Subsidence PINN: Mini Forecaster Guide

This guide provides a complete walkthrough of the Subsidence PINN Mini Forecaster, a desktop application designed to provide a user-friendly interface for the complex forecasting workflows in fusionlab-learn.

The application allows users who may not be familiar with Python to load their own data, configure model parameters, run a full training and forecasting pipeline, and view the results, all from a simple graphical interface.

Screenshot of Subsidence PINN Mini Forecaster

A preview of the main application window with its detailed configuration panels.


Launching the Application

The GUI is a tool within the fusionlab-learn library. To run it, you must have the library and its dependencies (especially PyQt5) installed. There are three ways to launch the application, each suited for different needs.

Method 1: Direct Command (Recommended)

Once fusionlab-learn is installed, a direct command is added to your system’s path. This is the simplest and recommended way to start the GUI.

mini-forecaster

This will launch the main application window.

Method 2: Using the Main [fusionlab-learn] CLI

The GUI can also be launched via the main fusionlab-learn command-line interface. This is useful for users who are already working with the other CLI tools.

fusionlab-learn app launch-mini-forecaster

Tip

You can also pass the --theme option to this command to change the appearance, for example:

fusionlab-learn app launch-mini-forecaster --theme dark

Method 3: Running as a Python Module (for Developers)

If you are developing the library or need to run the GUI directly from the source code without a full installation, you can execute it as a Python module from the root directory of the project.

  1. Navigate to the root directory of the fusionlab-learn project in your terminal.

  2. Run the application using the following command:

python -m fusionlab.tools.app.mini_forecaster_gui

Prerequisites: Data Format Requirements

Important

The Subsidence PINN Mini Forecaster is designed to work with a specific data structure. To ensure the workflow runs correctly, your uploaded CSV file must contain the following columns with these exact names:

  • longitude: The spatial x-coordinate.

  • latitude: The spatial y-coordinate.

  • year: The time dimension column.

  • subsidence: The primary target variable for land subsidence.

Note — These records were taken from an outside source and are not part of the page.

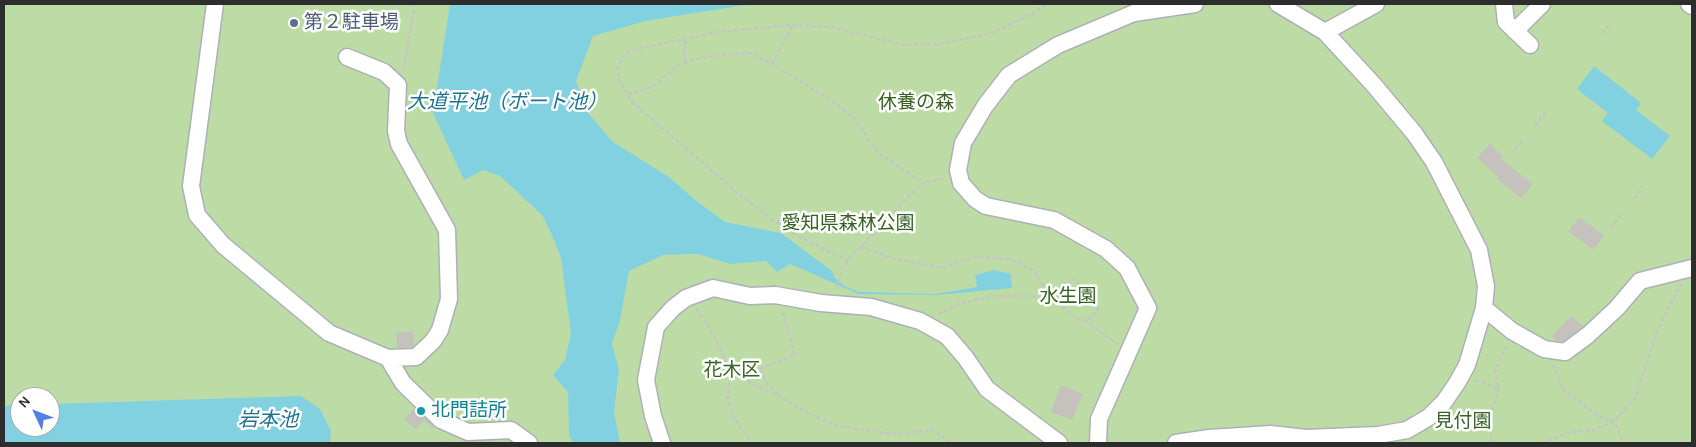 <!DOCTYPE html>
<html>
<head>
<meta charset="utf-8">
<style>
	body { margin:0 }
	#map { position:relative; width:1696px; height:447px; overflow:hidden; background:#ece6e1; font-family:Karla,sans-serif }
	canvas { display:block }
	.frame { position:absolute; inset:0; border:5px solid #2d2d2d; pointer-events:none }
	.north { position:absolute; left:10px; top:387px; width:50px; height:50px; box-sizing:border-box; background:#fff; border:1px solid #ababab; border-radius:50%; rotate:313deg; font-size:14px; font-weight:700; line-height:20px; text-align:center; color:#2d2d2d }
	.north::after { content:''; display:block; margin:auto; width:18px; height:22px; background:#567fe5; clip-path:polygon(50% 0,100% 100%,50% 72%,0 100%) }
</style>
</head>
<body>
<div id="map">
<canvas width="1696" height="447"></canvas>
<div class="frame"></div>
<div class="north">N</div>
</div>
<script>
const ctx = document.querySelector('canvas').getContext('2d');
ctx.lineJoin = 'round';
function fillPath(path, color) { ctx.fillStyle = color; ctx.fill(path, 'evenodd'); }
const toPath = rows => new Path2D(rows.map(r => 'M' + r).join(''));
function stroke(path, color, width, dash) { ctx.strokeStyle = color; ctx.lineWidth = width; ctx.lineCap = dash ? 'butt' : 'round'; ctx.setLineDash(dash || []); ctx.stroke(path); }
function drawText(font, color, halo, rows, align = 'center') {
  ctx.font = font + ' Karla,"Noto Sans JP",sans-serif'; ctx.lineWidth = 5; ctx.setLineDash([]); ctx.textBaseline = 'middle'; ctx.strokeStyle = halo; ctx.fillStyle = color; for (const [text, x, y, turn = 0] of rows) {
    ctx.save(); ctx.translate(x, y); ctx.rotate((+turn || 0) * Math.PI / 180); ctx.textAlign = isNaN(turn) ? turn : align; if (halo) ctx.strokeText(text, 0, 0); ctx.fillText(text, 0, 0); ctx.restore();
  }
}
const green = toPath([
	[4,4,1692,4,1692,443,4,443],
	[20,397,50,397,50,427,20,427]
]);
const water = toPath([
	[450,4,751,4,646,21,593,36,576,81,588,113,613,142,669,177,694,199,725,222,781,233,832,271,834,277,845,286,859,292,935,294,977,287,975,275,994,270,1011,274,1012,288,937,295,859,294,790,264,777,272,766,261,730,264,698,254,663,255,629,271,620,320,612,344,619,369,614,412,620,443,574,443,569,435,568,392,553,375,565,360,571,334,561,258,552,235,542,215,500,176,483,170,464,180,433,113],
	[1594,66,1641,103,1636,110,1670,136,1652,159,1602,121,1608,113,1577,89],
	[301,396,320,409,331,431,330,443,4,443,4,406,20,405,20,427,50,427,50,404]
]);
const building = toPath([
	[1490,144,1503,156,1501,159,1533,184,1521,198,1497,179,1498,177,1477,158],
	[1580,217,1604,236,1593,250,1568,231],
	[1571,316,1583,326,1562,342,1557,341,1552,336],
	[413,331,414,345,412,347,397,348,396,333],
	[1061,385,1083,394,1072,420,1051,412],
	[414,408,434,427,433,429,424,420,416,429,404,419]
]);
const path = toPath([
	[1602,34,1611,22],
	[686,63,684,54,686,39],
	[772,64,793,25],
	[403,71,415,4],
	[628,94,652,87,677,66,696,59,722,55,750,53,772,64,834,102,856,121,879,154,924,183],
	[1535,126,1546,112],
	[1511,154,1523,140],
	[1634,199,1643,186],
	[1610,228,1623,213],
	[861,247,891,258,943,268,975,257,1009,259,1034,270,1043,286,1055,301],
	[848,261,798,236,771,219,739,194,633,103,619,81,618,66,628,51,717,32,793,25,831,27,904,45,940,44,992,33,1032,14,1046,4],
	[837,289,842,269,851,257,909,196,924,183,946,178],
	[1051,294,1074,279,1095,299,1098,310,1086,321],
	[696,309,708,325,730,370,754,385,781,397,811,415,838,426,891,434,933,430,951,443],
	[938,314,958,304,994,296,1031,296,1055,301,1078,319,1086,321,1117,344],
	[1553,365,1563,390,1603,419,1614,421,1624,443],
	[730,370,728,398,732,415,752,443],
	[1475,381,1480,381,1499,390],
	[778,394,768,385,759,369,795,355,782,310],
	[441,443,449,440],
	[1491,443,1492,409,1499,390,1495,372,1507,344],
	[1542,443,1571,432,1595,430,1614,421,1635,398,1658,329,1681,284]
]);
const minor = toPath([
	[215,4,191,186,197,215,223,245,329,333,388,358,403,383,441,420,468,432,511,430,529,443],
	[1504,4,1506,22,1530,45],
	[1689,4,1692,6],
	[1515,31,1542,4],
	[1325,32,1376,4],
	[347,57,384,72,398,85,396,131,399,144,447,230,449,299,440,330,433,341,416,357,388,358],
	[1484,308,1512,331,1544,349,1565,352,1588,335,1617,308,1640,281,1692,268],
	[662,443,653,416,646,380,656,327,673,308,686,298,713,288,750,296,775,295,821,303,871,307,920,321,947,336,965,357,987,389,1059,443],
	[1098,443,1099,419,1148,308,1127,268,1106,249,1054,220,986,206,975,199,961,183,958,170,963,143,985,106,1009,75,1058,45,1134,13,1195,4],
	[1176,443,1209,438,1241,436,1270,434,1306,438,1378,435,1407,430,1429,417,1444,402,1457,383,1467,365,1484,308,1486,286,1479,250,1434,162,1414,133,1373,84,1325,32,1278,4]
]);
const markers = [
	[294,23,5,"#5c6f8a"],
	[421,411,5,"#0f9aa8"]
];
const serviceNames = [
	["第２駐車場",304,23]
];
const parkNames = [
	["休養の森",916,103],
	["愛知県森林公園",848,224],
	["水生園",1068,297],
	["花木区",732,371],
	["見付園",1463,422]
];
const cultureNames = [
	["北門詰所",431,411]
];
const waterNames = [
	["大道平池（ボート池）",507,102],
	["岩本池",268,420]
];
fillPath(green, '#bddca5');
fillPath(water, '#82d1e1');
fillPath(building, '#c5c1bc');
stroke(minor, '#adb0b7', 19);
stroke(path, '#c4c4c4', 2.5, [4, 2.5]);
stroke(minor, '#fff', 16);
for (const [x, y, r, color] of markers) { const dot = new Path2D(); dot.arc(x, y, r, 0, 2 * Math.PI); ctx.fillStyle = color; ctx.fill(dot); stroke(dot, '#fff', 2); }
drawText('19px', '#4e5e75', '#fff', serviceNames, 'left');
drawText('19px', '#376224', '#fff', parkNames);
drawText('19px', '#0d838f', '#fff', cultureNames, 'left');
drawText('italic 20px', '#1e748f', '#fff', waterNames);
</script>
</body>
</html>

  • GWL: The secondary target variable for Groundwater Level.

The underlying PINN models (TransFlowSubsNet and PIHALNet) are specifically designed to model the coupled physical relationship between subsidence and groundwater levels. The workflow will fail if these two target columns are missing or named differently. For more theoretical details, please see the PINN Models guide.

How to Fix Naming Issues: If your dataset uses different names (e.g., Lat, Lon, Date), you must use the “CSV Preview & Editing” window that appears after loading your file to rename the columns to match the required names before running the workflow.

Feature Columns: Similarly, any columns you specify in the Feature Selection panel (for Dynamic, Static, and Future features) must exist in your dataset. These should be provided as comma-separated lists.


User Interface Guide

The application is divided into several logical panels for configuration and results.

1. Data Input & Main Controls

Top-bar controls of the Mini Forecaster

The top bar now groups every high-level control in a single row.

These buttons and fields let you load data, launch or stop a workflow, and switch between training, tuning and inference.

  • Select CSV… – Opens a file-chooser. Pick the .csv file containing your spatiotemporal data. The chosen filename is displayed next to the button.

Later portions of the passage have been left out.